Но есть и другая причина, по которой учитель игнорирует вранье, причина, запрятанная глубоко-глубоко в подсознании; если вытащить ее на поверхность, она прозвучит примерно так: этот мальчик — воплощение моей профессиональной неудачи. Мне не заставить его ни идти вперед, ни заниматься как следует, разве только приходить на занятия, к тому же я могу быть уверен лишь в его физическом присутствии.

К счастью, едва проявившись, это обвинение опровергается множеством вполне приемлемых аргументов. С этим я потерпел неудачу, но со многими другими все в порядке. В общем-то, это не моя вина — мальчик-то учится в четвертом классе. Чему его научили мои предшественники? И разве только школа виновата? А родители? Они-то о чем думают? Можно ли рассчитывать, что я, с таким количеством учеников в классе и плотным расписанием, сумею помочь ему нагнать упущенное?

Все эти вопросы, затрагивающие прошлое ученика, его семью, коллег-учителей, саму школу, приводят в конце концов к формулировке, которая чаще всего встречается в школьных табелях: «Отсутствие элементарных знаний» (я как-то обнаружил ее даже в табеле ученика подготовительного класса начальной школы!). Короче говоря, пусть у других голова болит.

Голова, конечно, в первую очередь болит у родителей — это им приходится хуже всех. Ежедневное вранье сыночка приводит их в изнеможение: недомолвки, умалчивание, неуемные фантазии, ненужные подробности, оправдания: «Нет, на самом деле было вот так…»

Устав от бесконечной войны, большинство родителей в конце концов предпочитают принять изнуряющую ложь, прежде всего, чтобы заглушить собственное беспокойство (в таких случаях капля правды — «битва при Мариньяно 1515 года» — выступает в роли таблетки аспирина), затем — чтобы сохранить нормальную семейную обстановку, чтобы ужин опять не обернулся драмой, только не сегодня, пожалуйста, чтобы оттянуть эту пытку — чистосердечные признания, — душераздирающую для всех участников, короче, чтобы как можно дольше не наступал момент, когда, получив четвертной табель, более-менее ловко подгримированный главным заинтересованным лицом, которое присматривает за почтовым ящиком, придется наконец определить размеры этой школьной катастрофы.

Завтра, завтра посмотрим…

 

 

Одна из самых примечательных историй такого пособничества завравшемуся отпрыску со стороны взрослых случилась с братом моего друга Б. Ему тогда было лет двенадцать-тринадцать. Страшно боясь контрольной по математике, он попросил приятеля указать ему точное расположение аппендикса. После чего свалился, изображая кошмарный приступ аппендицита. В школе сделали вид, что поверили ему, отпустили домой — только чтобы от него отделаться. Родители, и не такое повидавшие за свою жизнь, отвезли его все-таки в ближайшую больницу, не питая при этом особых иллюзий, а там — ко всеобщему удивлению — его сразу отправляют в операционную! После операции появляется хирург с банкой в руках, где плавает нечто кровавое, и с самым невинным видом заявляет: «Хорошо, что мы успели его прооперировать, он был на грани перитонита!»

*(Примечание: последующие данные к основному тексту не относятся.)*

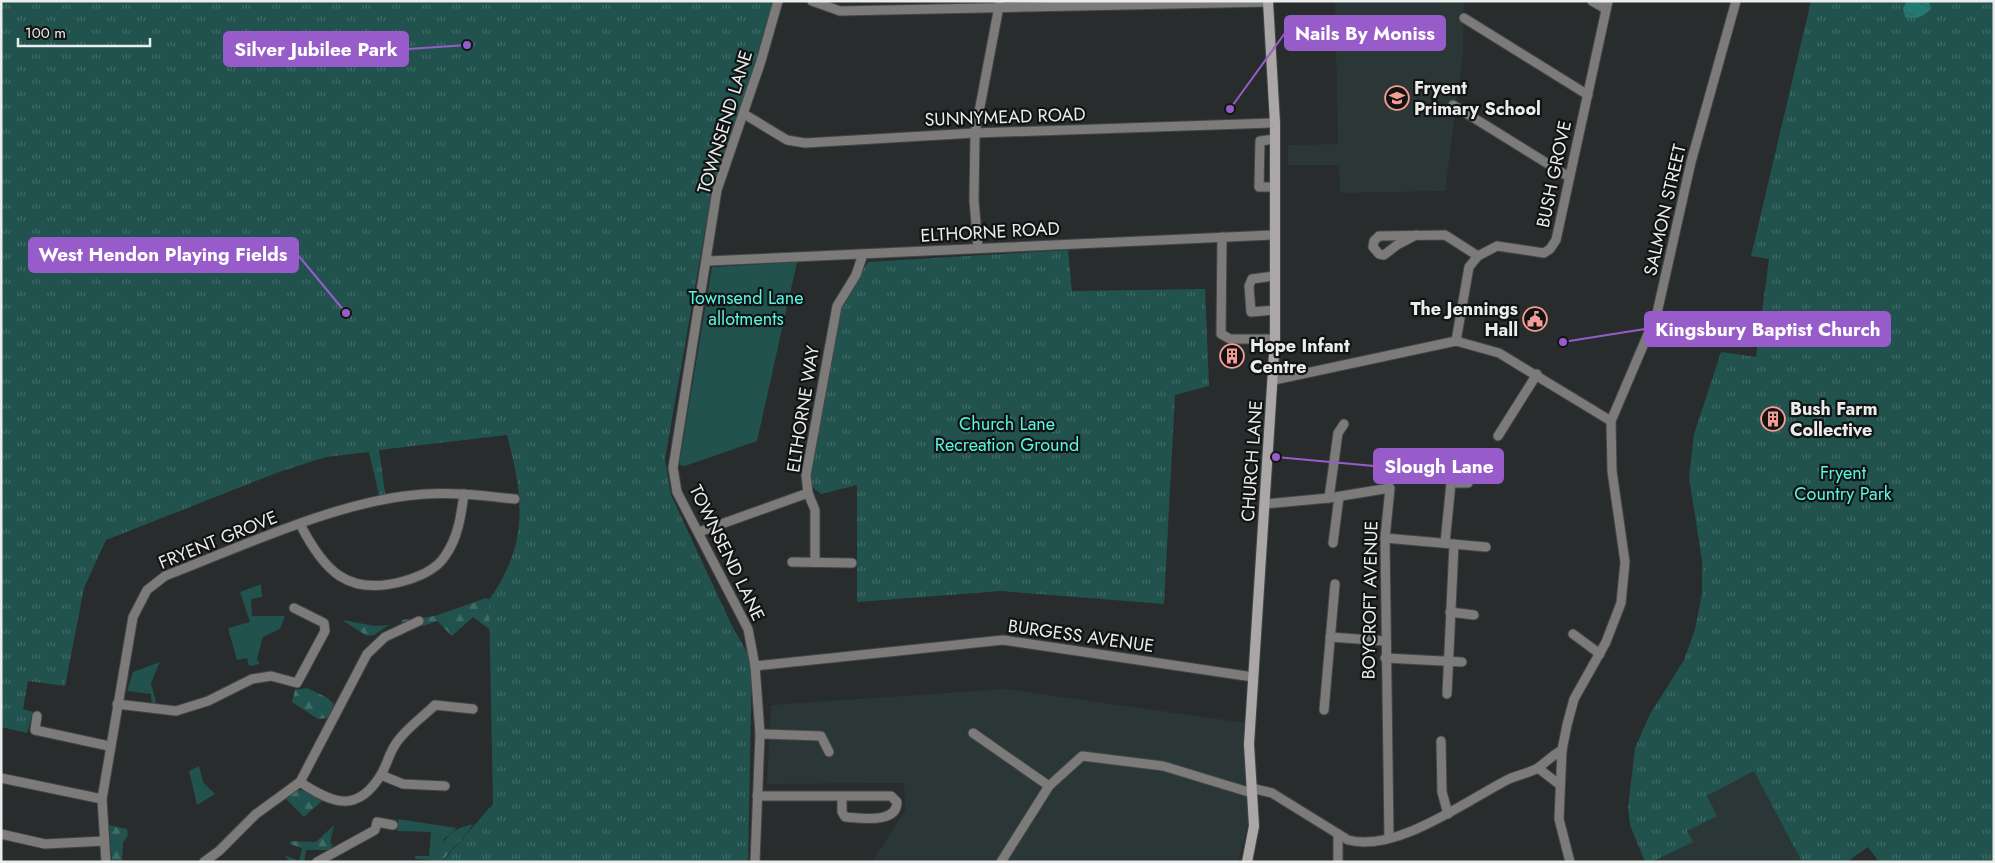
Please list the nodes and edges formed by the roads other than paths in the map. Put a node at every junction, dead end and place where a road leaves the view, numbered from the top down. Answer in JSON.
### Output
{"nodes":[{"id":1,"x":778,"y":1,"type":"edge"},
{"id":2,"x":812,"y":1,"type":"edge"},
{"id":3,"x":1592,"y":1,"type":"edge"},
{"id":4,"x":1736,"y":1,"type":"edge"},
{"id":5,"x":1268,"y":2,"type":"edge"},
{"id":6,"x":999,"y":5,"type":"edge"},
{"id":7,"x":1607,"y":5,"type":"edge"},
{"id":8,"x":1464,"y":18,"type":"dead end"},
{"id":9,"x":1588,"y":95,"type":"junction"},
{"id":10,"x":1453,"y":105,"type":"dead end"},
{"id":11,"x":744,"y":114,"type":"junction"},
{"id":12,"x":1275,"y":123,"type":"junction"},
{"id":13,"x":975,"y":133,"type":"junction"},
{"id":14,"x":1275,"y":139,"type":"junction"},
{"id":15,"x":1569,"y":177,"type":"junction"},
{"id":16,"x":1274,"y":187,"type":"junction"},
{"id":17,"x":1274,"y":235,"type":"junction"},
{"id":18,"x":1416,"y":235,"type":"dead end"},
{"id":19,"x":1222,"y":237,"type":"junction"},
{"id":20,"x":978,"y":248,"type":"junction"},
{"id":21,"x":863,"y":254,"type":"junction"},
{"id":22,"x":1478,"y":256,"type":"junction"},
{"id":23,"x":708,"y":261,"type":"junction"},
{"id":24,"x":1274,"y":276,"type":"junction"},
{"id":25,"x":1275,"y":310,"type":"junction"},
{"id":26,"x":1275,"y":339,"type":"junction"},
{"id":27,"x":1456,"y":341,"type":"junction"},
{"id":28,"x":1537,"y":374,"type":"junction"},
{"id":29,"x":1274,"y":380,"type":"junction"},
{"id":30,"x":1611,"y":421,"type":"junction"},
{"id":31,"x":1344,"y":424,"type":"dead end"},
{"id":32,"x":1498,"y":436,"type":"dead end"},
{"id":33,"x":1468,"y":483,"type":"dead end"},
{"id":34,"x":808,"y":493,"type":"junction"},
{"id":35,"x":464,"y":494,"type":"junction"},
{"id":36,"x":1334,"y":498,"type":"junction"},
{"id":37,"x":516,"y":499,"type":"dead end"},
{"id":38,"x":1265,"y":504,"type":"junction"},
{"id":39,"x":300,"y":524,"type":"junction"},
{"id":40,"x":699,"y":532,"type":"junction"},
{"id":41,"x":1385,"y":538,"type":"junction"},
{"id":42,"x":1333,"y":543,"type":"dead end"},
{"id":43,"x":1450,"y":544,"type":"junction"},
{"id":44,"x":1486,"y":547,"type":"dead end"},
{"id":45,"x":792,"y":562,"type":"dead end"},
{"id":46,"x":814,"y":562,"type":"junction"},
{"id":47,"x":852,"y":563,"type":"dead end"},
{"id":48,"x":1335,"y":584,"type":"dead end"},
{"id":49,"x":294,"y":608,"type":"dead end"},
{"id":50,"x":1450,"y":612,"type":"junction"},
{"id":51,"x":1474,"y":615,"type":"dead end"},
{"id":52,"x":419,"y":621,"type":"dead end"},
{"id":53,"x":1573,"y":634,"type":"dead end"},
{"id":54,"x":1330,"y":637,"type":"junction"},
{"id":55,"x":1385,"y":641,"type":"junction"},
{"id":56,"x":1600,"y":654,"type":"junction"},
{"id":57,"x":1385,"y":658,"type":"junction"},
{"id":58,"x":1448,"y":662,"type":"junction"},
{"id":59,"x":1462,"y":662,"type":"dead end"},
{"id":60,"x":755,"y":666,"type":"junction"},
{"id":61,"x":1253,"y":677,"type":"junction"},
{"id":62,"x":1446,"y":694,"type":"dead end"},
{"id":63,"x":117,"y":704,"type":"junction"},
{"id":64,"x":473,"y":709,"type":"dead end"},
{"id":65,"x":1324,"y":710,"type":"dead end"},
{"id":66,"x":37,"y":716,"type":"dead end"},
{"id":67,"x":973,"y":733,"type":"dead end"},
{"id":68,"x":760,"y":734,"type":"junction"},
{"id":69,"x":1441,"y":741,"type":"dead end"},
{"id":70,"x":109,"y":746,"type":"junction"},
{"id":71,"x":1562,"y":750,"type":"junction"},
{"id":72,"x":828,"y":752,"type":"dead end"},
{"id":73,"x":1538,"y":768,"type":"junction"},
{"id":74,"x":381,"y":775,"type":"junction"},
{"id":75,"x":1,"y":778,"type":"edge"},
{"id":76,"x":300,"y":782,"type":"junction"},
{"id":77,"x":1560,"y":785,"type":"junction"},
{"id":78,"x":445,"y":786,"type":"dead end"},
{"id":79,"x":1049,"y":786,"type":"junction"},
{"id":80,"x":1252,"y":791,"type":"junction"},
{"id":81,"x":758,"y":796,"type":"junction"},
{"id":82,"x":842,"y":796,"type":"junction"},
{"id":83,"x":102,"y":800,"type":"junction"},
{"id":84,"x":1448,"y":814,"type":"junction"},
{"id":85,"x":393,"y":825,"type":"dead end"},
{"id":86,"x":1,"y":834,"type":"edge"},
{"id":87,"x":1338,"y":834,"type":"junction"},
{"id":88,"x":1389,"y":838,"type":"junction"},
{"id":89,"x":104,"y":841,"type":"junction"},
{"id":90,"x":106,"y":862,"type":"edge"},
{"id":91,"x":204,"y":862,"type":"edge"},
{"id":92,"x":317,"y":862,"type":"edge"},
{"id":93,"x":755,"y":862,"type":"edge"},
{"id":94,"x":1001,"y":862,"type":"edge"},
{"id":95,"x":1247,"y":862,"type":"edge"},
{"id":96,"x":1338,"y":862,"type":"edge"},
{"id":97,"x":1570,"y":862,"type":"edge"}],
"edges":[{"from":1,"to":11,"type":"street","name":"TOWNSEND LANE"},
{"from":2,"to":6,"type":"street"},
{"from":3,"to":7,"type":"street"},
{"from":4,"to":30,"type":"street","name":"SALMON STREET"},
{"from":5,"to":6,"type":"street"},
{"from":5,"to":12,"type":"main road","name":"CHURCH LANE"},
{"from":6,"to":13,"type":"street"},
{"from":7,"to":9,"type":"street","name":"BUSH GROVE"},
{"from":8,"to":9,"type":"street"},
{"from":9,"to":15,"type":"street","name":"BUSH GROVE"},
{"from":10,"to":15,"type":"street"},
{"from":11,"to":13,"type":"street","name":"SUNNYMEAD ROAD"},
{"from":11,"to":23,"type":"street","name":"TOWNSEND LANE"},
{"from":12,"to":13,"type":"street","name":"SUNNYMEAD ROAD"},
{"from":12,"to":14,"type":"main road","name":"CHURCH LANE"},
{"from":13,"to":20,"type":"street"},
{"from":14,"to":16,"type":"main road","name":"CHURCH LANE"},
{"from":14,"to":16,"type":"street"},
{"from":15,"to":22,"type":"street","name":"BUSH GROVE"},
{"from":16,"to":17,"type":"main road","name":"CHURCH LANE"},
{"from":17,"to":19,"type":"street","name":"ELTHORNE ROAD"},
{"from":17,"to":24,"type":"main road","name":"CHURCH LANE"},
{"from":18,"to":22,"type":"street"},
{"from":19,"to":20,"type":"street","name":"ELTHORNE ROAD"},
{"from":19,"to":26,"type":"street"},
{"from":20,"to":21,"type":"street","name":"ELTHORNE ROAD"},
{"from":21,"to":23,"type":"street","name":"ELTHORNE ROAD"},
{"from":21,"to":34,"type":"street","name":"ELTHORNE WAY"},
{"from":22,"to":27,"type":"street"},
{"from":23,"to":40,"type":"street","name":"TOWNSEND LANE"},
{"from":24,"to":25,"type":"main road","name":"CHURCH LANE"},
{"from":24,"to":25,"type":"street"},
{"from":25,"to":26,"type":"main road","name":"CHURCH LANE"},
{"from":26,"to":29,"type":"main road","name":"CHURCH LANE"},
{"from":27,"to":28,"type":"street"},
{"from":27,"to":29,"type":"street"},
{"from":28,"to":30,"type":"street"},
{"from":28,"to":32,"type":"street"},
{"from":29,"to":38,"type":"main road","name":"CHURCH LANE"},
{"from":30,"to":56,"type":"street"},
{"from":31,"to":36,"type":"street"},
{"from":33,"to":43,"type":"street"},
{"from":34,"to":40,"type":"street","name":"ELTHORNE WAY"},
{"from":34,"to":46,"type":"street"},
{"from":35,"to":37,"type":"street","name":"FRYENT GROVE"},
{"from":35,"to":39,"type":"street","name":"FRYENT GROVE"},
{"from":35,"to":39,"type":"street"},
{"from":36,"to":38,"type":"street","name":"BOYCROFT AVENUE"},
{"from":36,"to":41,"type":"street","name":"BOYCROFT AVENUE"},
{"from":36,"to":42,"type":"street"},
{"from":38,"to":61,"type":"main road","name":"CHURCH LANE"},
{"from":39,"to":63,"type":"street","name":"FRYENT GROVE"},
{"from":40,"to":60,"type":"street","name":"TOWNSEND LANE"},
{"from":41,"to":43,"type":"street"},
{"from":41,"to":55,"type":"street","name":"BOYCROFT AVENUE"},
{"from":43,"to":44,"type":"street"},
{"from":43,"to":50,"type":"street"},
{"from":45,"to":46,"type":"street"},
{"from":46,"to":47,"type":"street"},
{"from":48,"to":54,"type":"street"},
{"from":49,"to":63,"type":"street"},
{"from":50,"to":51,"type":"street"},
{"from":50,"to":58,"type":"street"},
{"from":52,"to":76,"type":"street"},
{"from":53,"to":56,"type":"street"},
{"from":54,"to":55,"type":"street"},
{"from":54,"to":65,"type":"street"},
{"from":55,"to":57,"type":"street","name":"BOYCROFT AVENUE"},
{"from":56,"to":71,"type":"street"},
{"from":57,"to":58,"type":"street"},
{"from":57,"to":88,"type":"street","name":"BOYCROFT AVENUE"},
{"from":58,"to":59,"type":"street"},
{"from":58,"to":62,"type":"street"},
{"from":60,"to":61,"type":"street","name":"BURGESS AVENUE"},
{"from":60,"to":68,"type":"street","name":"TOWNSEND LANE"},
{"from":61,"to":80,"type":"main road","name":"CHURCH LANE"},
{"from":63,"to":70,"type":"street","name":"FRYENT GROVE"},
{"from":64,"to":74,"type":"street"},
{"from":66,"to":70,"type":"street"},
{"from":67,"to":79,"type":"street"},
{"from":68,"to":72,"type":"street"},
{"from":68,"to":81,"type":"street","name":"TOWNSEND LANE"},
{"from":69,"to":84,"type":"street"},
{"from":70,"to":83,"type":"street","name":"FRYENT GROVE"},
{"from":71,"to":73,"type":"street"},
{"from":71,"to":77,"type":"street"},
{"from":73,"to":77,"type":"street"},
{"from":73,"to":84,"type":"street"},
{"from":74,"to":76,"type":"street"},
{"from":74,"to":78,"type":"street"},
{"from":75,"to":83,"type":"street"},
{"from":76,"to":91,"type":"street"},
{"from":77,"to":97,"type":"street"},
{"from":79,"to":80,"type":"street"},
{"from":79,"to":94,"type":"street"},
{"from":80,"to":87,"type":"street"},
{"from":80,"to":95,"type":"main road","name":"CHURCH LANE"},
{"from":81,"to":82,"type":"street"},
{"from":81,"to":93,"type":"street","name":"TOWNSEND LANE"},
{"from":82,"to":82,"type":"street"},
{"from":83,"to":89,"type":"street","name":"FRYENT GROVE"},
{"from":84,"to":88,"type":"street"},
{"from":85,"to":92,"type":"street"},
{"from":86,"to":89,"type":"street"},
{"from":87,"to":88,"type":"street"},
{"from":87,"to":96,"type":"street"},
{"from":89,"to":90,"type":"street","name":"FRYENT GROVE"}]}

Ибо на совместной лжи строятся целые общества.

Или вот такая история, более недавняя: Н., директриса одного парижского лицея, строго следит за посещаемостью. Она даже устраивает перекличку в выпускных классах, где сама преподает. Особенно внимательно она следит за одним рецидивистом, которому за последний прогул пригрозила исключением. В то утро он опять не явился — это уже слишком. Н. прямо из секретарской звонит родителям. Расстроенная мама сообщает, что ее сын заболел, лежит в постели, весь пылает от жара и что она как раз собиралась позвонить в лицей, чтобы предупредить. Н. вешает трубку с чувством глубокого удовлетворения — всё в порядке. За исключением одного: выходя из кабинета, она сталкивается лицом к лицу с тем самым мальчишкой. Во время переклички он просто был в туалете.

 

 

Интернат обладает несомненным преимуществом перед обычной школой, поскольку, ограничивая метания нашего ученика между школой и домом, помещает его в две разные временные реальности: школа — с утра понедельника до вечера пятницы и семья — во время уик-энда. Одни собеседники в рабочие дни и совсем другие — в выходные (вновь обретающие шанс стать праздничными). С одной стороны, школьная реальность, с другой — домашняя. Можно ложиться спать, не усыпляя родительской бдительности дежурным враньем, просыпаться, не испытывая необходимости оправдываться до посинения за несделанное домашнее задание, потому что оно было-таки сделано вчера вечером, в лучшем случае — с помощью воспитателя или учителя. Короче говоря, сплошной умственный отдых, масса сохраненной энергии, которая, вполне возможно, будет даже потрачена на учебу. Достаточно ли этого, чтобы двоечник вдруг выбился в классную элиту? По крайней мере, это даст ему возможность жить в настоящем времени как таковом. Ведь что ни говори, а личность строится на осознании своего настоящего, а не стремлении сбежать из него.

На этом я прекращаю восхваления интернатской жизни.

Нет, все-таки добавлю еще пару слов. Поскольку я сам преподавал там, скажу, что лучшие интернаты — это те, где учителя тоже живут на пансионе. И доступны в любое время суток — на случай крайней необходимости.

 

 

Следует отметить, что за последние двадцать лет, в течение которых интернаты так критиковались в прессе, в кино и литературе, наибольший успех пришелся на долю трех произведений: «Общество мертвых поэтов», «Гарри Поттер» и «Хористы», в которых события развиваются именно в интернате. Три интерната, к тому же довольно старого уклада: форменная одежда, ритуалы и телесные наказания у англосаксов, замшелые учителя и оплеухи — в «Хористах».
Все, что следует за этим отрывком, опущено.